**PROBLEM TO WORK ON**. Return only the number of lines in the data below where the word "DRIVE" appears.

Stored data

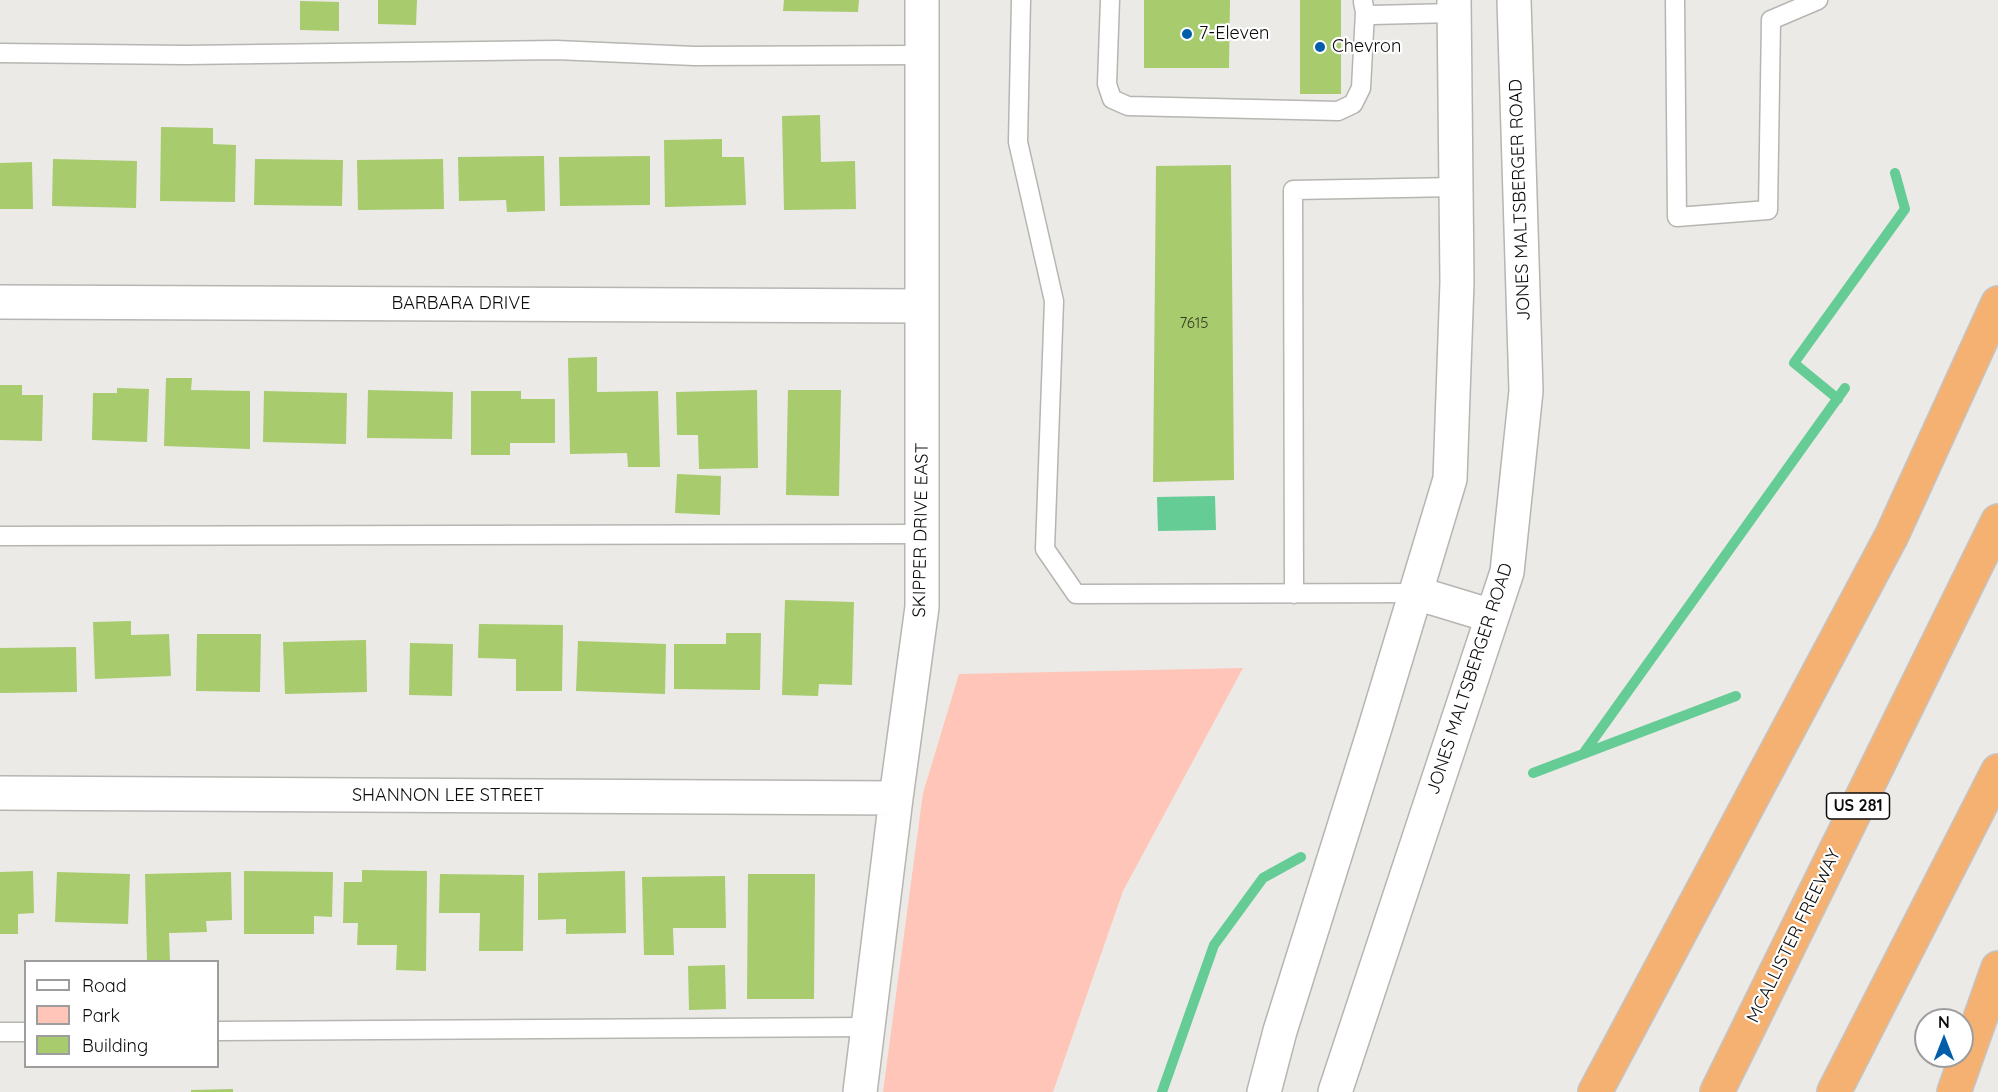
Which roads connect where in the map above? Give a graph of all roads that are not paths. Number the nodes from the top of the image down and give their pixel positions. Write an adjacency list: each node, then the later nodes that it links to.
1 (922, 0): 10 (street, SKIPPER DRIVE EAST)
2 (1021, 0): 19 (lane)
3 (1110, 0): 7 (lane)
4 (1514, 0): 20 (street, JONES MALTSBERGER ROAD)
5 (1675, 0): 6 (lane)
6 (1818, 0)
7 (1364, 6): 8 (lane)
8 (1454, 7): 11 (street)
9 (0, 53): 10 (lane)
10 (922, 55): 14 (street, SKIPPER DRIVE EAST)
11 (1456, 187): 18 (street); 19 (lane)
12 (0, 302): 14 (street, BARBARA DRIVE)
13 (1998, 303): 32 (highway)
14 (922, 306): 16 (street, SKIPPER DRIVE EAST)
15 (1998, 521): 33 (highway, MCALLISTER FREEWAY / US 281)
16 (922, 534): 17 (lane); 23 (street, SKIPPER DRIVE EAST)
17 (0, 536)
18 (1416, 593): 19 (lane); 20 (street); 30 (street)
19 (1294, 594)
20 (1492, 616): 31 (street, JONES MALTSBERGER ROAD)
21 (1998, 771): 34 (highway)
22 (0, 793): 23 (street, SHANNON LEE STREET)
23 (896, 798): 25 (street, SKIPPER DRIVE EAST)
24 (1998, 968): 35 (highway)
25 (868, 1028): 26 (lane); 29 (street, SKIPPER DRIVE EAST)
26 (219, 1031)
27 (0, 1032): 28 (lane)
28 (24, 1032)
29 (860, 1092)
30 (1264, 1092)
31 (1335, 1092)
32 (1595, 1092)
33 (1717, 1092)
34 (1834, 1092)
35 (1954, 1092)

**ANSWER TO THIS TASK**. 7